The air temperature dropped considerably as we approached the glacier and we started feeling the katabatic winds, or a chilly breeze that runs off the glacier as the cold air rushes down its slopes. Basically, the air on top of the glacier is cooled, and as a result becomes more dense since the density of air is inversely proportional to its temperature. The denser air then sinks and is pulled down the slope by gravity, replacing the warmer, less dense air down at the face of the glacier, where we were standing. Luckily it was warm enough out that the cold air felt great!

Even though Exit Glacier is just a fraction of its former size, and in fact is one of the smallest glaciers that extend of the Harding Ice Field that makes up the bulk of Kenai Fjords National Park, when you are right at the face of the glacier it still seems pretty huge!


Lancashire and Lakeland Outback Adventure Wildlife Safaris said...

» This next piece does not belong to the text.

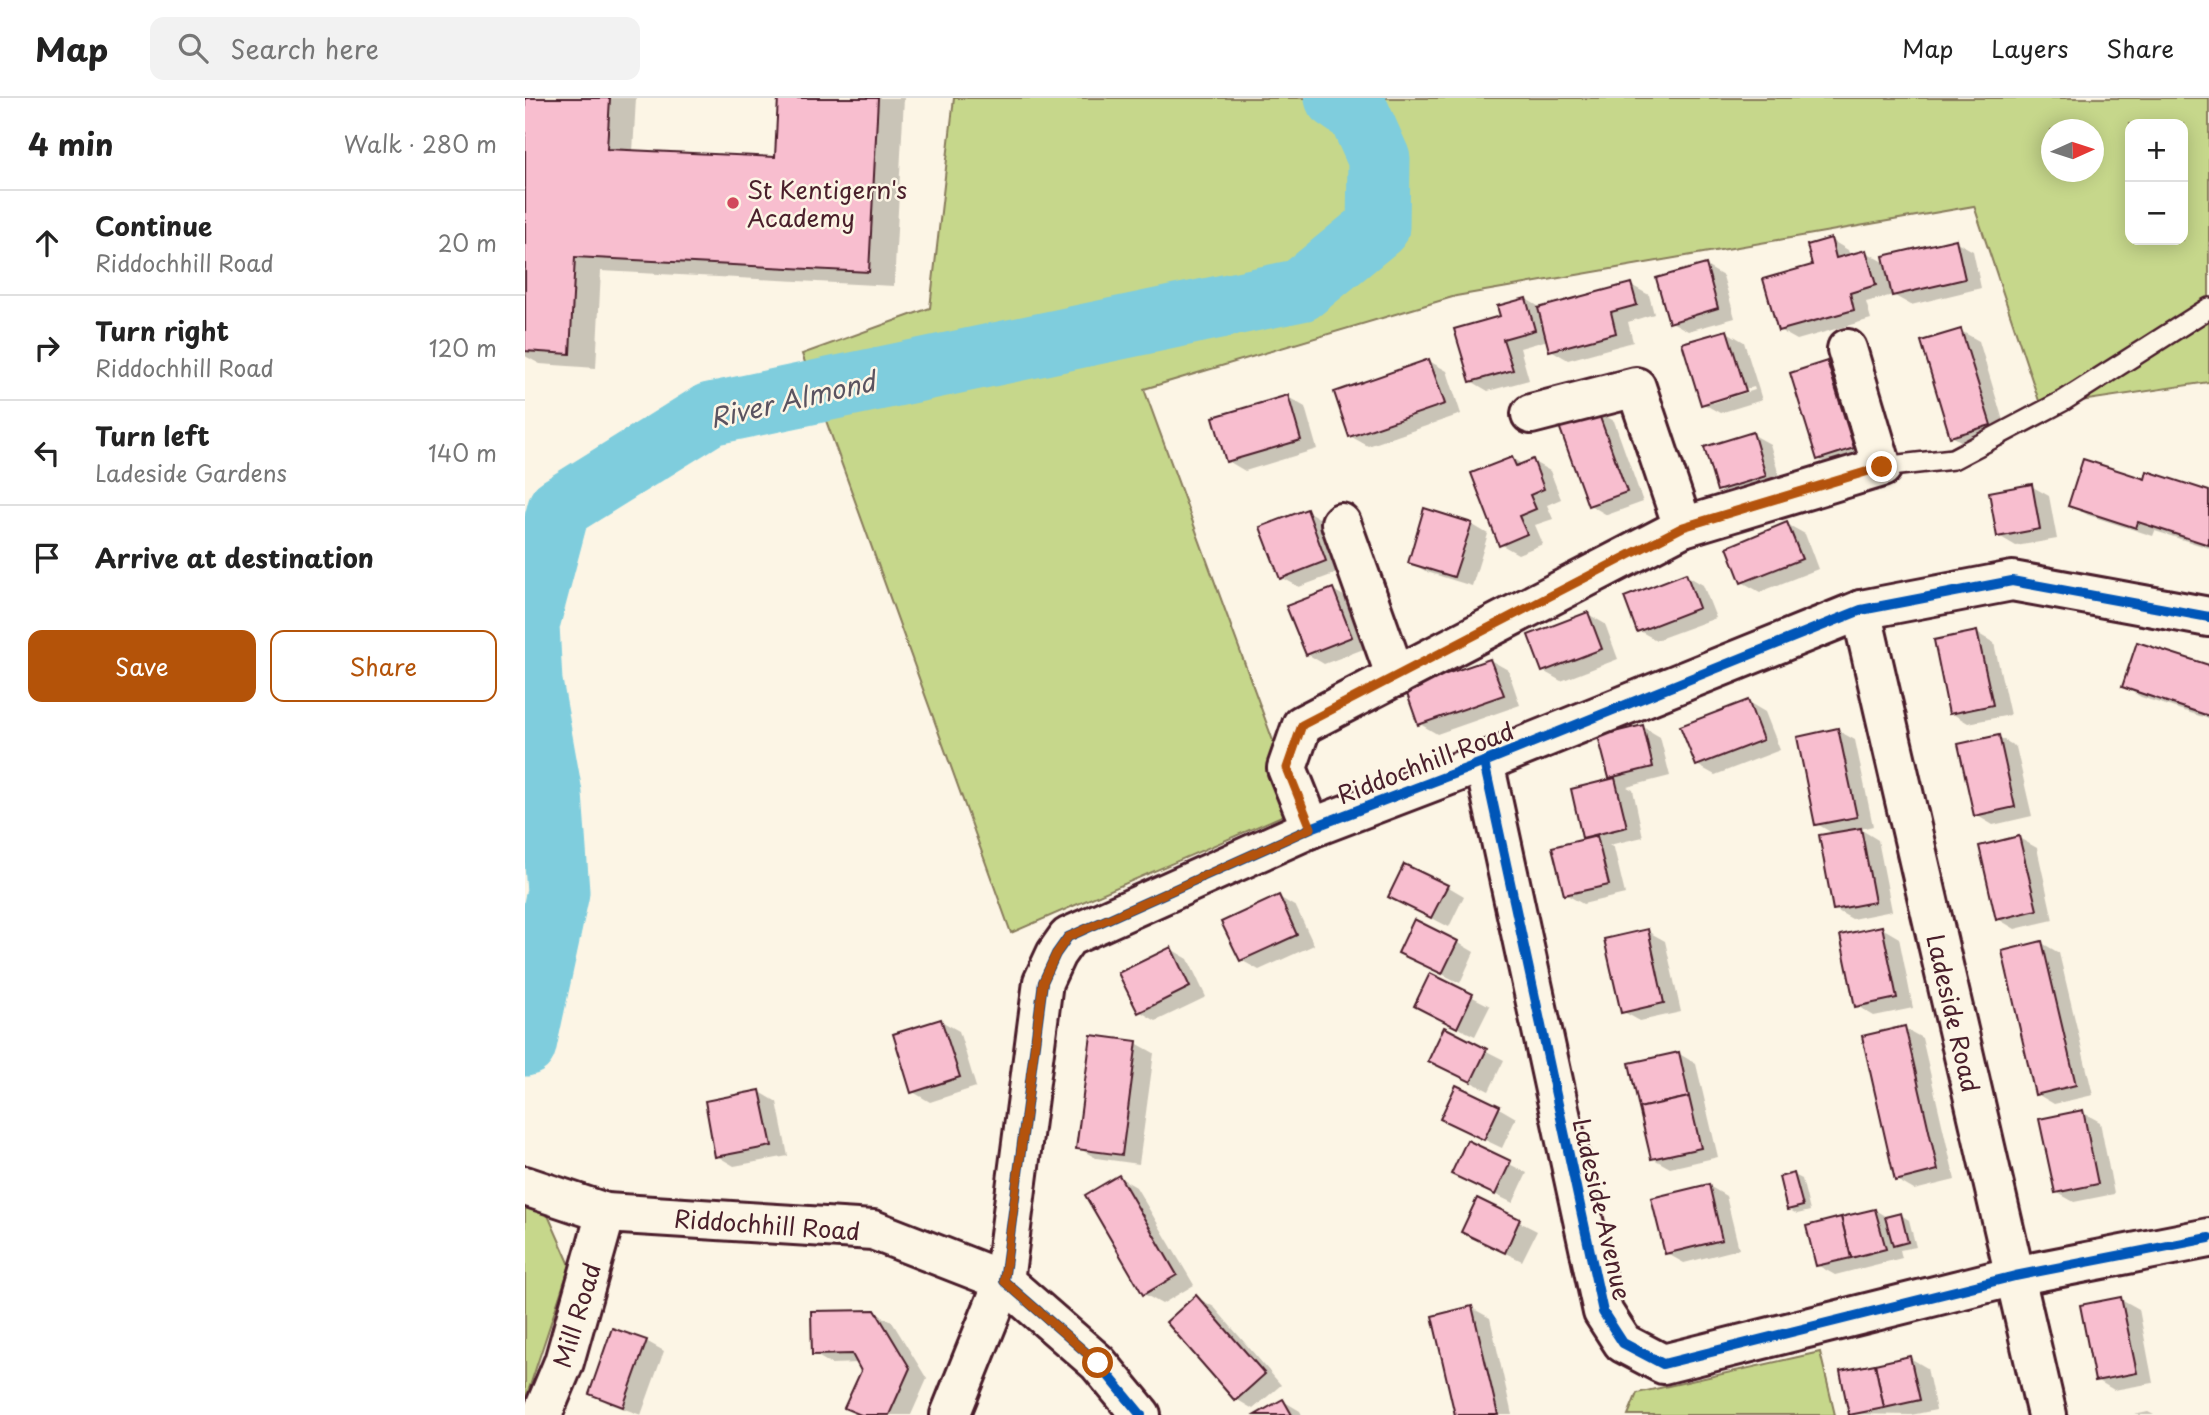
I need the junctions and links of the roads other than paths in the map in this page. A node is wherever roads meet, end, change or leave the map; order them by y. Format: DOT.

Hi Monika pardon me for being pedantic but surely all glaciers have receeded since the end of the Little Ice Age, by definition it must have warmed up a bit since then! Did you know that the reason you lot aren't still a British colony is due to the Little Ice Age as the Delaware River froze and enabled Washington to make a tactical manoeuvre which ultimately ended up in the defeat of the British...doh...and the lad was born only 25 miles from here...traitor.

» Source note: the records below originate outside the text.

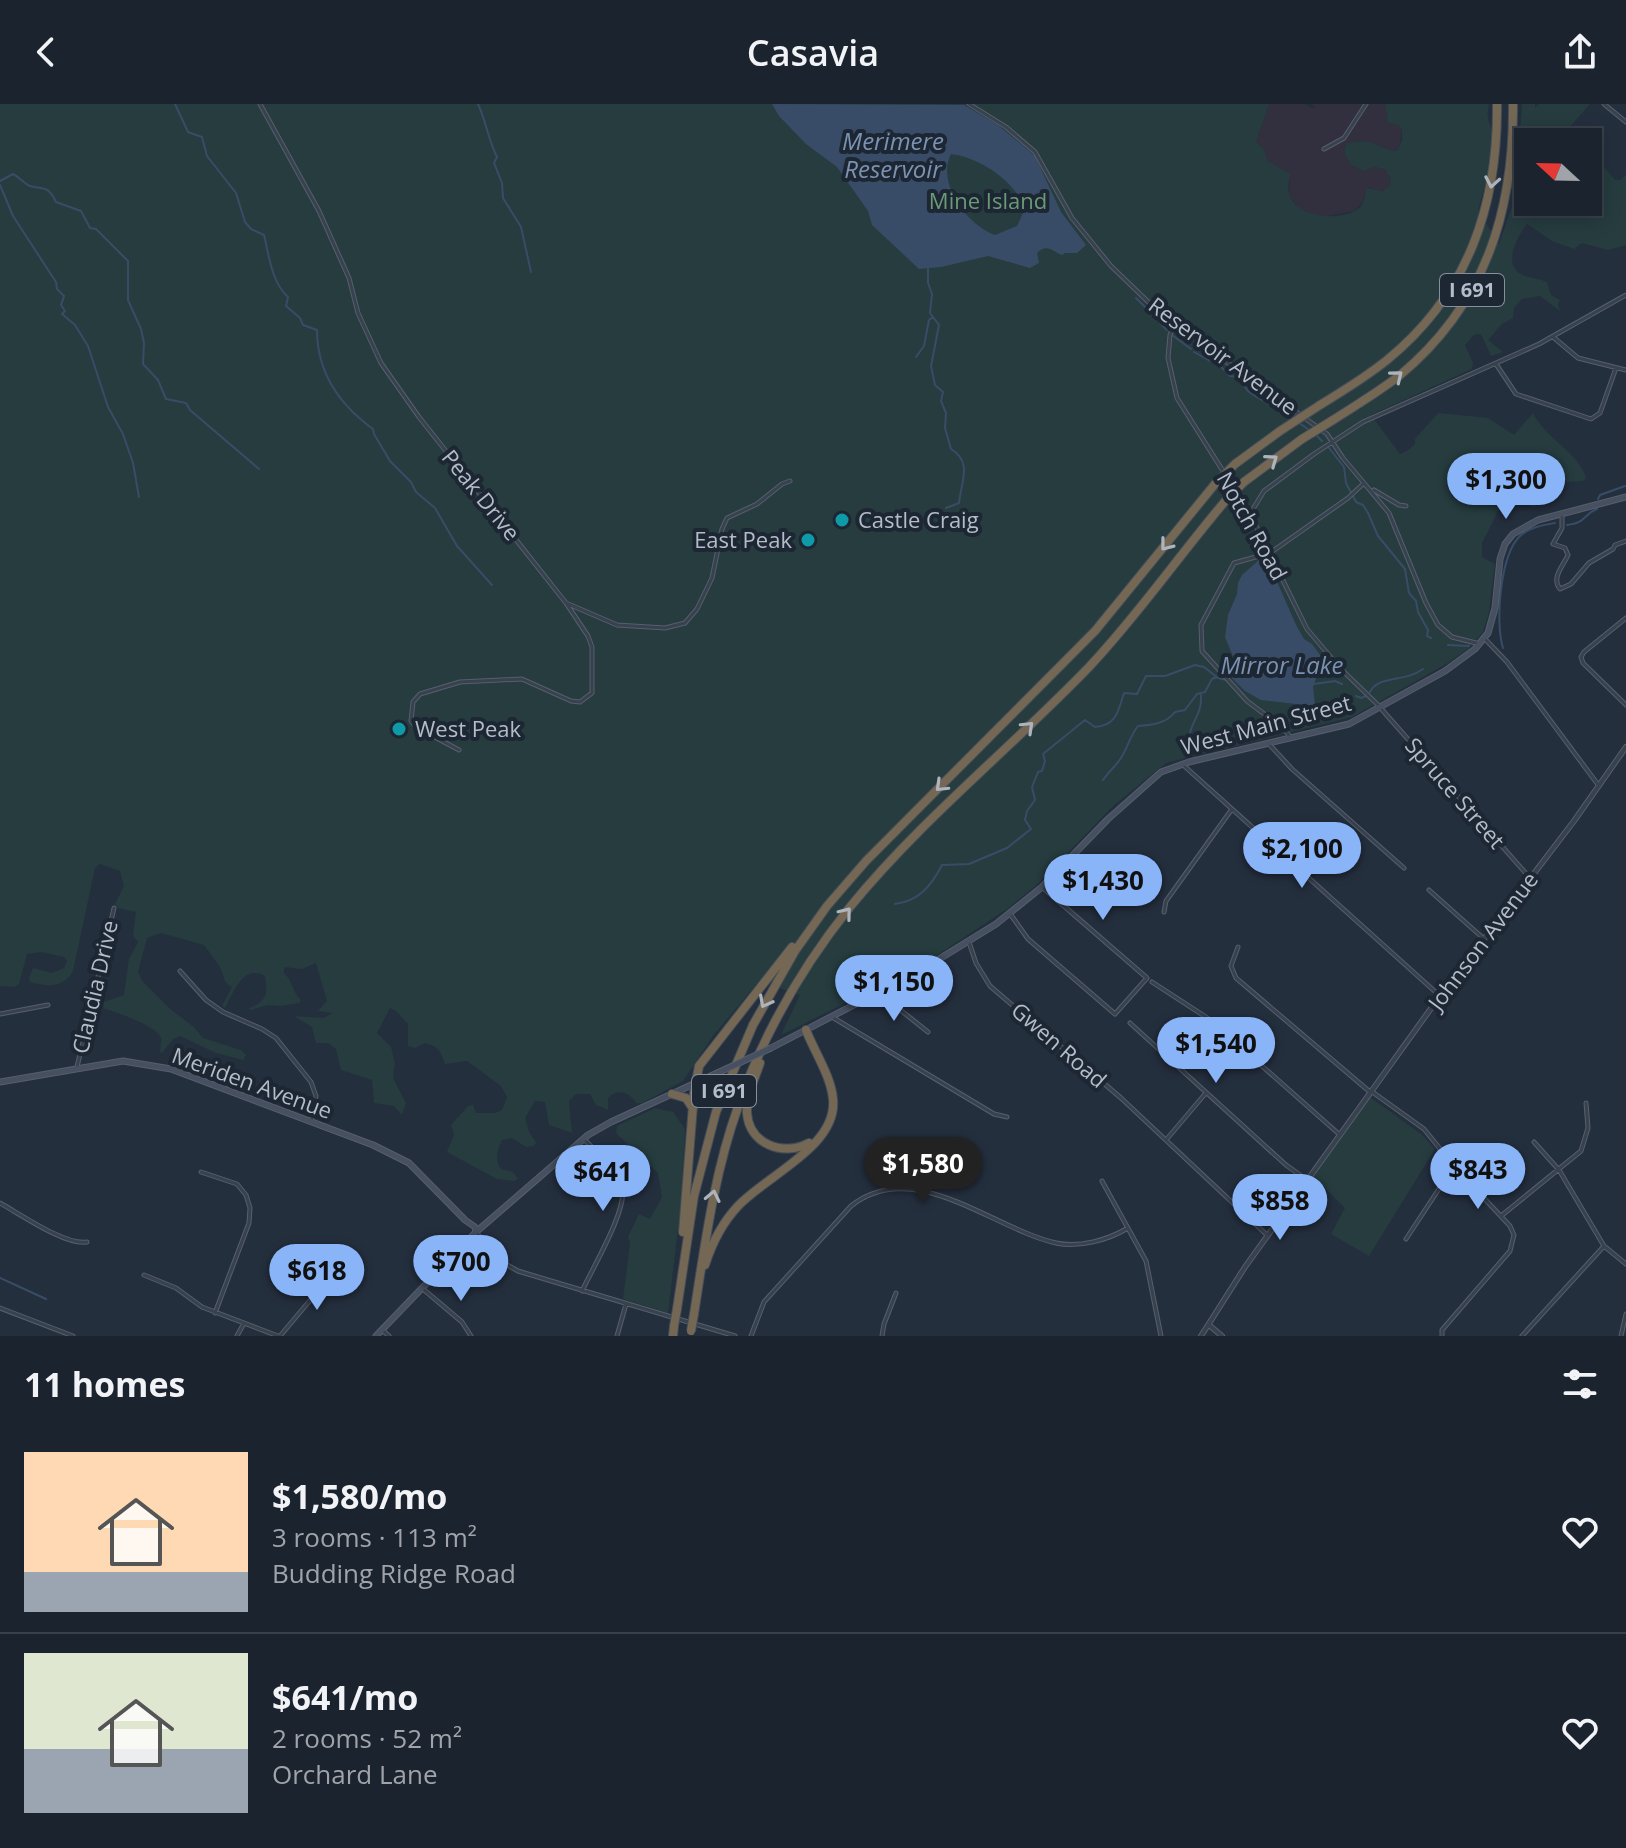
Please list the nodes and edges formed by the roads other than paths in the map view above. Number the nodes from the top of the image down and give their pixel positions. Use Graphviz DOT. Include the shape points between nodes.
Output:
graph roads {
  1 [pos="260,104"];
  2 [pos="969,104"];
  3 [pos="1366,104"];
  4 [pos="1497,104"];
  5 [pos="1513,104"];
  6 [pos="1604,104"];
  7 [pos="1626,122"];
  8 [pos="1324,149"];
  9 [pos="1626,295"];
  10 [pos="1174,325"];
  11 [pos="1553,337"];
  12 [pos="1495,362"];
  13 [pos="1616,368"];
  14 [pos="1626,370"];
  15 [pos="1332,441"];
  16 [pos="790,481"];
  17 [pos="1364,482"];
  18 [pos="1371,489"];
  19 [pos="1626,497"];
  20 [pos="1406,506"];
  21 [pos="1562,513"];
  22 [pos="1250,514"];
  23 [pos="1626,541"];
  24 [pos="1270,553"];
  25 [pos="566,603"];
  26 [pos="1626,618"];
  27 [pos="1482,642"];
  28 [pos="1626,705"];
  29 [pos="1379,708"];
  30 [pos="1291,738"];
  31 [pos="1268,743"];
  32 [pos="1626,747"];
  33 [pos="459,750"];
  34 [pos="1182,764"];
  35 [pos="1599,786"];
  36 [pos="1232,809"];
  37 [pos="1404,868"];
  38 [pos="1530,878"];
  39 [pos="1042,887"];
  40 [pos="1429,890"];
  41 [pos="114,908"];
  42 [pos="1164,912"];
  43 [pos="822,913"];
  44 [pos="1010,914"];
  45 [pos="1484,939"];
  46 [pos="969,942"];
  47 [pos="1238,947"];
  48 [pos="180,971"];
  49 [pos="1152,982"];
  50 [pos="879,993"];
  51 [pos="1440,996"];
  52 [pos="48,1005"];
  53 [pos="0,1014"];
  54 [pos="832,1017"];
  55 [pos="775,1022"];
  56 [pos="1130,1023"];
  57 [pos="806,1030"];
  58 [pos="928,1032"];
  59 [pos="819,1063"];
  60 [pos="77,1067"];
  61 [pos="0,1082"];
  62 [pos="695,1084"];
  63 [pos="1371,1092"];
  64 [pos="1205,1093"];
  65 [pos="672,1094"];
  66 [pos="1586,1103"];
  67 [pos="692,1107"];
  68 [pos="1007,1117"];
  69 [pos="311,1122"];
  70 [pos="1340,1135"];
  71 [pos="584,1139"];
  72 [pos="1166,1140"];
  73 [pos="1534,1142"];
  74 [pos="1454,1166"];
  75 [pos="1559,1170"];
  76 [pos="201,1172"];
  77 [pos="1307,1180"];
  78 [pos="1102,1181"];
  79 [pos="0,1203"];
  80 [pos="1501,1216"];
  81 [pos="1128,1228"];
  82 [pos="476,1232"];
  83 [pos="1268,1236"];
  84 [pos="1406,1239"];
  85 [pos="87,1242"];
  86 [pos="1604,1246"];
  87 [pos="1626,1264"];
  88 [pos="333,1273"];
  89 [pos="144,1275"];
  90 [pos="421,1287"];
  91 [pos="679,1289"];
  92 [pos="582,1291"];
  93 [pos="896,1293"];
  94 [pos="696,1301"];
  95 [pos="626,1304"];
  96 [pos="0,1308"];
  97 [pos="215,1313"];
  98 [pos="1626,1314"];
  99 [pos="244,1324"];
  100 [pos="1209,1325"];
  101 [pos="382,1330"];
  102 [pos="674,1331"];
  103 [pos="690,1334"];
  104 [pos="73,1336"];
  105 [pos="237,1336"];
  106 [pos="279,1336"];
  107 [pos="376,1336"];
  108 [pos="389,1336"];
  109 [pos="471,1336"];
  110 [pos="617,1336"];
  111 [pos="735,1336"];
  112 [pos="751,1336"];
  113 [pos="882,1336"];
  114 [pos="1161,1336"];
  115 [pos="1201,1336"];
  116 [pos="1222,1336"];
  117 [pos="1442,1336"];
  118 [pos="1522,1336"];
  119 [pos="1621,1336"];
  1 -- 25 [label="street, Peak Drive" via="319,211 381,363"];
  2 -- 10 [label="street, Reservoir Avenue" via="1035,152 1067,211 1104,259"];
  3 -- 8 [label="street" via="1344,138"];
  4 -- 43 [label="highway, I 691, one-way, bridge" via="1490,193 1476,239 1434,312 1371,372 1235,464 1086,641 874,852"];
  55 -- 5 [label="highway, I 691, one-way, bridge" via="811,961 864,891 1097,658 1227,499 1302,439 1377,392 1444,330 1490,252 1506,203"];
  6 -- 7 [label="street"];
  9 -- 11 [label="street"];
  10 -- 15 [label="street, Reservoir Avenue"];
  10 -- 22 [label="street, Notch Road" via="1168,358 1177,398"];
  11 -- 12 [label="street"];
  11 -- 13 [label="street" via="1578,358"];
  12 -- 13 [label="street" via="1516,394 1587,419 1600,413"];
  12 -- 15 [label="street" via="1371,417"];
  13 -- 14 [label="street"];
  15 -- 17 [label="street, Reservoir Avenue"];
  15 -- 22 [label="street" via="1264,491"];
  16 -- 25 [label="street, Peak Drive" via="725,520 712,578 685,623 665,628 617,625"];
  17 -- 18 [label="street, Reservoir Avenue"];
  17 -- 24 [label="street"];
  18 -- 20 [label="street"];
  18 -- 27 [label="street" via="1399,530 1438,625 1452,637"];
  19 -- 21 [label="main road"];
  21 -- 23 [label="street" via="1562,528 1553,544 1568,555 1557,577 1560,589"];
  21 -- 27 [label="main road" via="1525,525 1505,544 1493,617"];
  22 -- 24 [label="street, Notch Road"];
  24 -- 29 [label="street, Notch Road" via="1313,638"];
  24 -- 30 [label="street" via="1232,567 1204,619 1201,644 1204,655 1242,696"];
  25 -- 33 [label="street" via="592,647 592,693 580,702 571,701 522,679 460,682 420,694 413,702 411,721"];
  26 -- 28 [label="street" via="1581,657"];
  27 -- 29 [label="main road, West Main Street" via="1445,671"];
  27 -- 35 [label="street" via="1507,662"];
  29 -- 30 [label="main road, West Main Street" via="1349,724"];
  29 -- 38 [label="street, Spruce Street"];
  30 -- 31 [label="main road, West Main Street"];
  31 -- 34 [label="main road, West Main Street"];
  31 -- 37 [label="street"];
  32 -- 35 [label="street, Johnson Avenue"];
  34 -- 36 [label="street"];
  34 -- 39 [label="main road, West Main Street" via="1161,772 1138,791"];
  35 -- 38 [label="street, Johnson Avenue"];
  36 -- 42 [label="street" via="1166,901"];
  36 -- 51 [label="street"];
  38 -- 45 [label="street, Johnson Avenue"];
  39 -- 44 [label="main road, West Main Street"];
  39 -- 44 [label="street" via="1147,978 1115,1014 1028,939"];
  40 -- 45 [label="street"];
  41 -- 60 [label="street, Claudia Drive"];
  43 -- 62 [label="highway" via="704,1058"];
  43 -- 91 [label="highway, I 691, one-way" via="766,999 724,1090 697,1179"];
  44 -- 46 [label="main road, West Main Street"];
  45 -- 51 [label="street, Johnson Avenue"];
  46 -- 50 [label="main road, West Main Street"];
  46 -- 72 [label="street, Gwen Road" via="990,986"];
  47 -- 63 [label="street" via="1231,966 1236,978"];
  48 -- 69 [label="street" via="206,1000 276,1038 311,1082 316,1096"];
  49 -- 70 [label="street" via="1209,1019"];
  50 -- 54 [label="main road, West Main Street"];
  50 -- 58 [label="street"];
  51 -- 63 [label="street, Johnson Avenue"];
  52 -- 53 [label="street"];
  54 -- 57 [label="main road, West Main Street"];
  54 -- 68 [label="street"];
  55 -- 59 [label="highway" via="747,1110 750,1127 764,1143 797,1148 822,1128 829,1101"];
  94 -- 55 [label="highway, I 691, one-way" via="723,1154"];
  56 -- 64 [label="street"];
  57 -- 59 [label="highway"];
  57 -- 62 [label="main road, West Main Street, bridge"];
  59 -- 94 [label="highway" via="833,1095 828,1126 729,1218 710,1250"];
  60 -- 61 [label="main road, Meriden Avenue"];
  60 -- 69 [label="main road, Meriden Avenue" via="146,1063"];
  62 -- 65 [label="main road, West Main Street"];
  62 -- 67 [label="highway"];
  63 -- 70 [label="street, Johnson Avenue"];
  63 -- 74 [label="street" via="1424,1129"];
  64 -- 72 [label="street"];
  64 -- 77 [label="street"];
  65 -- 67 [label="highway" via="685,1097"];
  65 -- 71 [label="main road, West Main Street"];
  66 -- 75 [label="street" via="1586,1140"];
  67 -- 91 [label="highway"];
  69 -- 82 [label="main road, Meriden Avenue" via="409,1163"];
  70 -- 77 [label="street, Johnson Avenue"];
  71 -- 82 [label="main road, West Main Street"];
  71 -- 92 [label="street" via="616,1176 623,1195"];
  72 -- 83 [label="street, Gwen Road"];
  73 -- 75 [label="street"];
  74 -- 80 [label="street"];
  74 -- 84 [label="street"];
  75 -- 80 [label="street"];
  75 -- 86 [label="street"];
  76 -- 97 [label="street" via="237,1184 250,1211"];
  77 -- 83 [label="street, Johnson Avenue"];
  78 -- 81 [label="street"];
  79 -- 85 [label="street" via="78,1244"];
  80 -- 117 [label="street" via="1514,1235 1510,1251"];
  81 -- 112 [label="street" via="1104,1240 1058,1243 939,1195 879,1192 851,1206 764,1302"];
  81 -- 114 [label="street" via="1146,1261"];
  82 -- 90 [label="main road, West Main Street"];
  82 -- 92 [label="street" via="509,1267"];
  83 -- 100 [label="street, Johnson Avenue"];
  86 -- 87 [label="street"];
  86 -- 118 [label="street"];
  88 -- 106 [label="street"];
  89 -- 97 [label="street"];
  90 -- 101 [label="main road, West Main Street"];
  90 -- 109 [label="street"];
  91 -- 102 [label="highway, I 691, bridge"];
  92 -- 95 [label="street"];
  93 -- 113 [label="street"];
  94 -- 103 [label="highway, I 691, bridge"];
  95 -- 110 [label="street"];
  95 -- 111 [label="street"];
  96 -- 104 [label="street"];
  97 -- 99 [label="street"];
  98 -- 119 [label="street"];
  99 -- 105 [label="street"];
  99 -- 106 [label="street"];
  100 -- 115 [label="street, Johnson Avenue"];
  100 -- 116 [label="street"];
  101 -- 107 [label="main road, West Main Street"];
  101 -- 108 [label="street"];
}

PS you're well ahead now stuck on 166, might have to count the FL not the horrid ectoparasites!

Monika said...

Dave - I guess that was my point that things have warmed up since the Little Ice Age anyway regardless of what humans have done since then. There's so much talk about global warming all the time I think some people forget to talk about the bigger cycles at work. As for the ticks, if you counted the ectoparasites I'm sure you would be far ahead! Even the Florida birds might put you out in front.

layana said...

Those pictures look lovely. It is really worth it to do all that we can to save these wonderful creatures that we see. How great it will be if our descendants will still be able to enjoy these sights.